There’s nothing like static electricity to turn a fan blade into a dust magnet. But that’s no match for a dryer sheet. Just take one of those gems and wipe down the blade to release dust, pet hair and cobwebs, too.
A used dryer sheet can turn the art of appliqué from tedious to so-easy! The “fabric” of dryer sheets is similar to interfacing but thinner, which makes it ideal for applique (also for backing a quilt block). By sewing the appliqué to the dryer sheet fabric and then “turning” it completely, you encapsulate all of the raw edges making the appliqué neat and clean. Here is a photo tutorial to explain and illustrate each step.
Clean paint brushes
Love to paint a room or other project but hate the clean-up, especially the brushes? Then you’re going to love this: Fill a sink, basin, or bucket with warm water, place the gunked-up brushes in the water, and add a dryer sheet. Soak for a few hours while you take a nap.
The remaining paint should come off almost like magic, making it easy to just rinse and allow the brushes to dry so they’re ready for the next job.
Gunky oven racks
To clean your oven racks or grill grates, rinse them off then soak them overnight in a tub of warm water with a little dishwashing liquid and a handful of dryer sheets (four or five should do it). Lay the dryer sheets on the floor of the tub, then place the racks and grates on top. Add 1/2 cup dishwashing liquid plus enough warm water to cover the racks.
Hint: For really messy grill grates, use a large black plastic bag to mimic a tub. Lay it out flat where it will be in the sun for a few hours then proceed as described. Tie the bag shut and walk away.
Fill that icky burned-on mess in a casserole dish or pan with warm water and lay a dryer sheet flat on top to soak overnight. In the morning, the baked-on gunk will have either floated off or be loose enough to scrape off easily with a spatula. It is quite amazing.
Roll up a dryer sheet and stuff it inside the paper roll. Each time you spin, it releases a little freshness into your bathroom.
Dip a dryer sheet into water so that it becomes saturated and then use it to remove bugs from your car’s windshield and front grill. The fabric is just slightly abrasive, which makes it ideal to scrub away the insects but not at all harsh as to damage the finish.
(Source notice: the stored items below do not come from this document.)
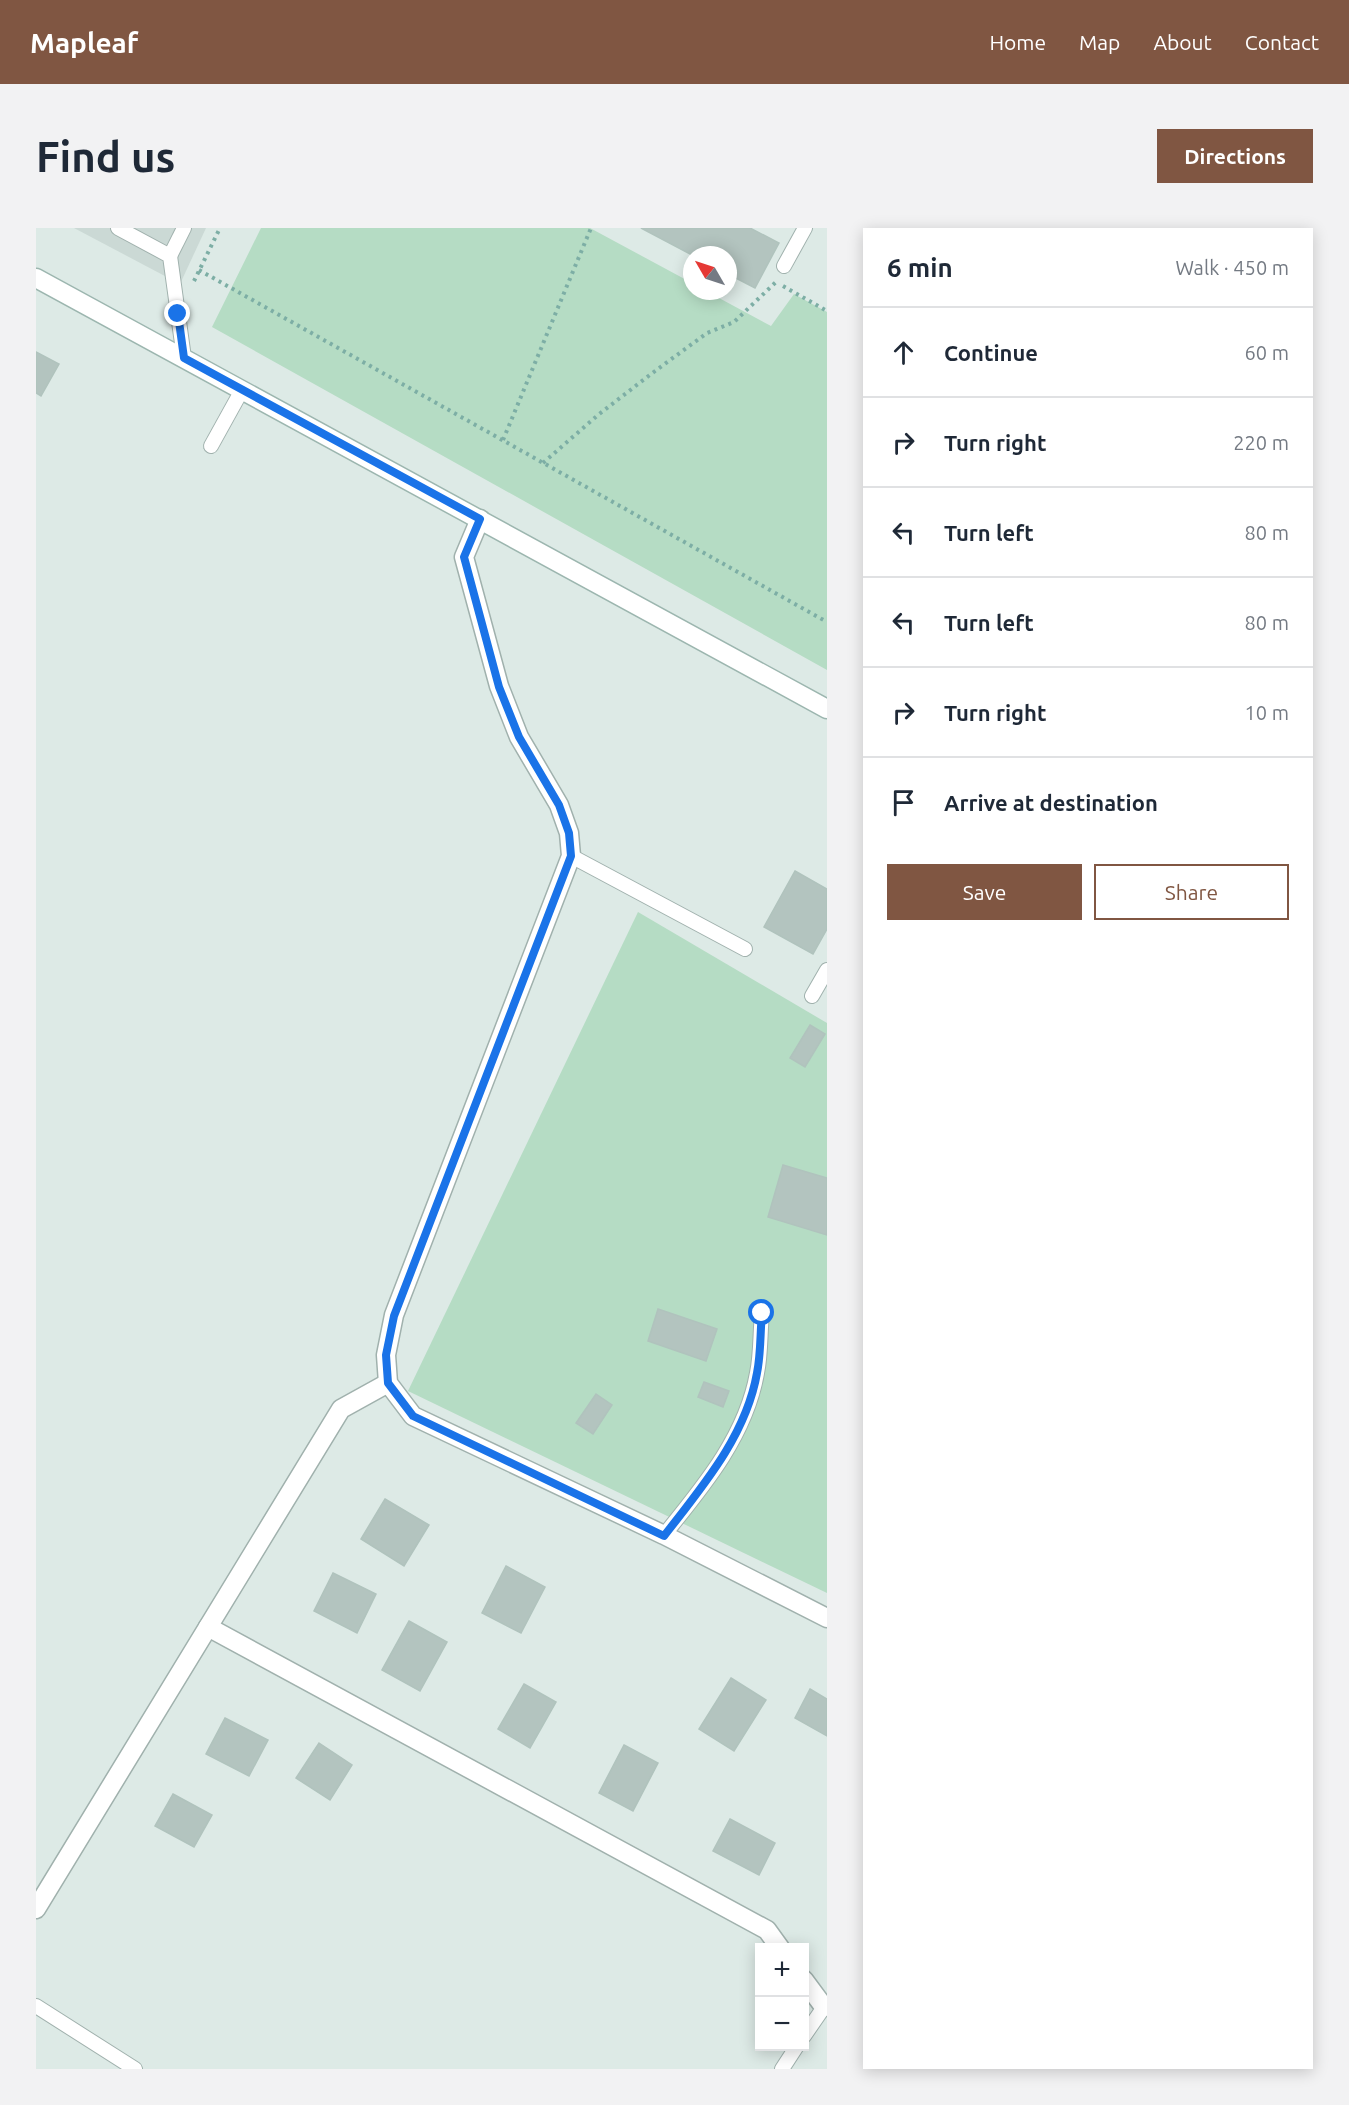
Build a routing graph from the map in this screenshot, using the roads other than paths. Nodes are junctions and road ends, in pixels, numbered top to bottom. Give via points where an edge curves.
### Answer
1 (118, 228) edge
2 (184, 228) edge
3 (799, 230) edge
4 (170, 256) junction
5 (784, 266) road end
6 (36, 278) edge
7 (184, 358) junction
8 (242, 390) junction
9 (211, 446) dead end
10 (480, 519) junction
11 (827, 708) edge
12 (571, 856) junction
13 (745, 949) dead end
14 (827, 970) edge
15 (812, 996) dead end
16 (762, 1313) dead end
17 (388, 1383) junction
18 (664, 1536) junction
19 (827, 1618) edge
20 (208, 1627) junction
21 (36, 1909) edge
22 (777, 1943) edge
23 (809, 1987) edge
24 (36, 2006) edge
25 (824, 2007) joint
26 (809, 2029) edge
27 (794, 2051) edge
28 (135, 2069) edge
29 (782, 2069) edge

1 - 4 lane
2 - 4 lane
3 - 5 lane
4 - 7 lane
6 - 7 street
7 - 8 street
8 - 9 lane
8 - 10 street
10 - 11 street
10 - 12 street via 464,557 499,687 519,737 559,805 569,833
12 - 13 lane
12 - 17 street via 394,1316 386,1355
14 - 15 lane
16 - 18 lane via 757,1374 737,1434 708,1480
17 - 18 street via 413,1416
17 - 20 street via 341,1409
18 - 19 street
20 - 21 street
20 - 22 street via 767,1930
23 - 25 street
24 - 28 lane
25 - 26 lane
27 - 29 lane

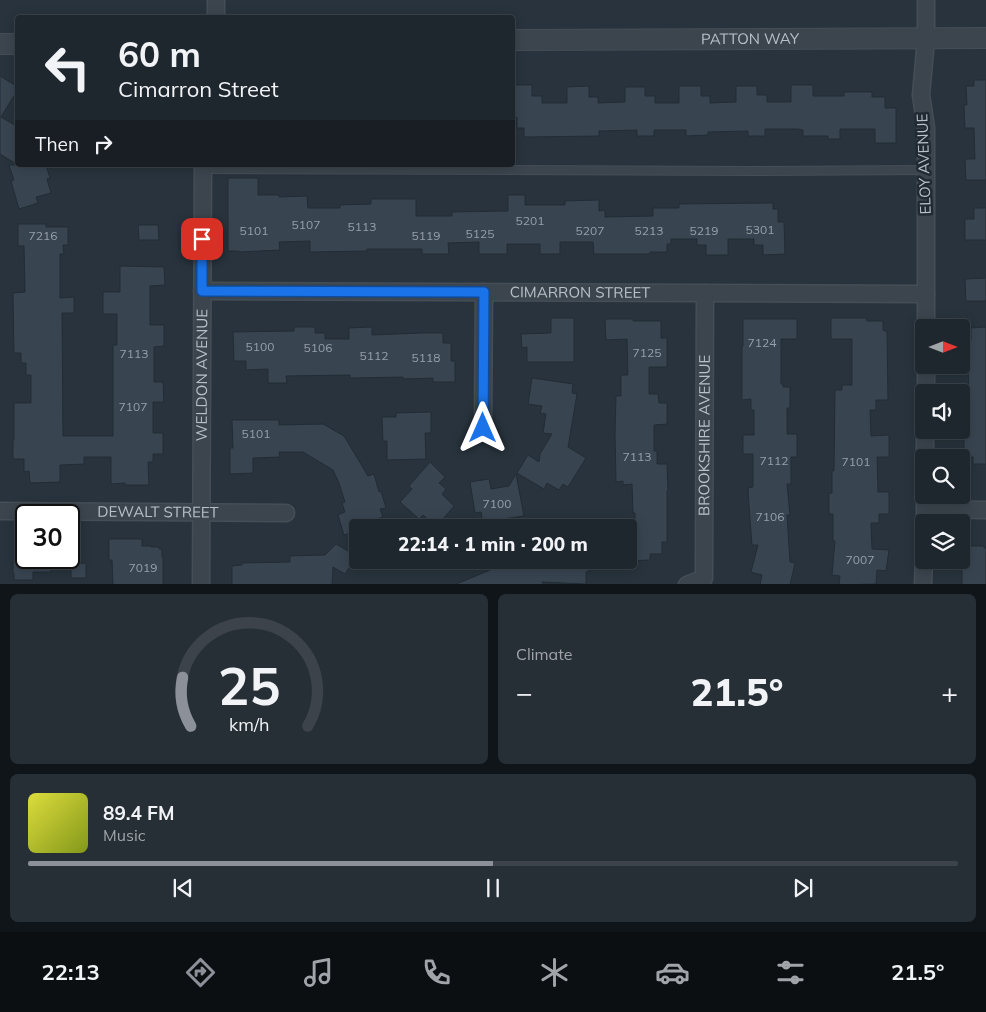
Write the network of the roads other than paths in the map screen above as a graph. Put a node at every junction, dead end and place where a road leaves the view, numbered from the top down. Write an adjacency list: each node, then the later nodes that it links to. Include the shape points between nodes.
1 (216, 0): 3 (street)
2 (926, 0): 5 (street, ELOY AVENUE)
3 (216, 15)
4 (986, 38): 5 (street, PATTON WAY)
5 (926, 39): 6 (street, PATTON WAY); 10 (street, ELOY AVENUE, via 921,96 926,128)
6 (515, 40)
7 (0, 44): 8 (street)
8 (15, 44)
9 (203, 167): 10 (lane); 11 (street, WELDON AVENUE)
10 (926, 170): 14 (street, ELOY AVENUE)
11 (202, 291): 12 (street, CIMARRON STREET); 20 (street, WELDON AVENUE)
12 (484, 292): 13 (street, CIMARRON STREET); 16 (street)
13 (705, 293): 14 (street, CIMARRON STREET); 24 (street, BROOKSHIRE AVENUE, via 704,578)
14 (926, 294): 15 (street, ELOY AVENUE)
15 (926, 319)
16 (483, 428)
17 (925, 509): 18 (street)
18 (986, 510)
19 (0, 512): 20 (street, DEWALT STREET)
20 (201, 512): 21 (street, DEWALT STREET); 23 (street, WELDON AVENUE)
21 (286, 513)
22 (924, 569): 25 (street)
23 (201, 584)
24 (687, 584)
25 (923, 584)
Place a used dryer sheet in the bag of your vacuum. Sweep your house and once you’re done, the air will smell as fresh as your clothes provided you, like many, are not overly sensitive to the fragrance in the dryer sheets.
If those scissors or kitchen shears are sticking and not cutting as smoothly as you would like, no problem. Cut through several layers of a dryer sheet a few times and they’ll cut more easily again.
Dryer sheets can help to get rid of a mild case of soap scum in the bathroom—from the walls of the shower, the shower door, and the chrome faucet handles as well. All it takes is just a few drops of water on a dryer sheet (used or new) and soap scum build-up nearly slides off.
Get the car wet, then use a dryer sheet to wipe away all the bugs and road tar. It’s easier and faster than the most expensive bug and tar removers.
To add luster and restore the surface of a dry-erase memo board, polish it with a dryer sheet.
Place dryer sheets in drawers and near entrances and exits in your camper when it is not being used—dryer sheets, according to reader feedback, will keep rodents from coming inside.
A sheet at the bottom of a gym bag will mask the odor until you can get those clothes into the laundry.
White deodorant marks
You know those ugly white marks that show up on your fresh clean shirt? Use a dryer sheet to wipe them away, quick and easy,
Stop static cling on clothes or tame your flyaway hair by rubbing a sheet over the problem area.
Swiffer mops are great, but those refill sheets can get pricey. Or just when you go to clean the floor you realize you’re flat out of refills. Try a couple of new or used dryer sheets instead. Also works on bookshelves, blinds, and baseboards.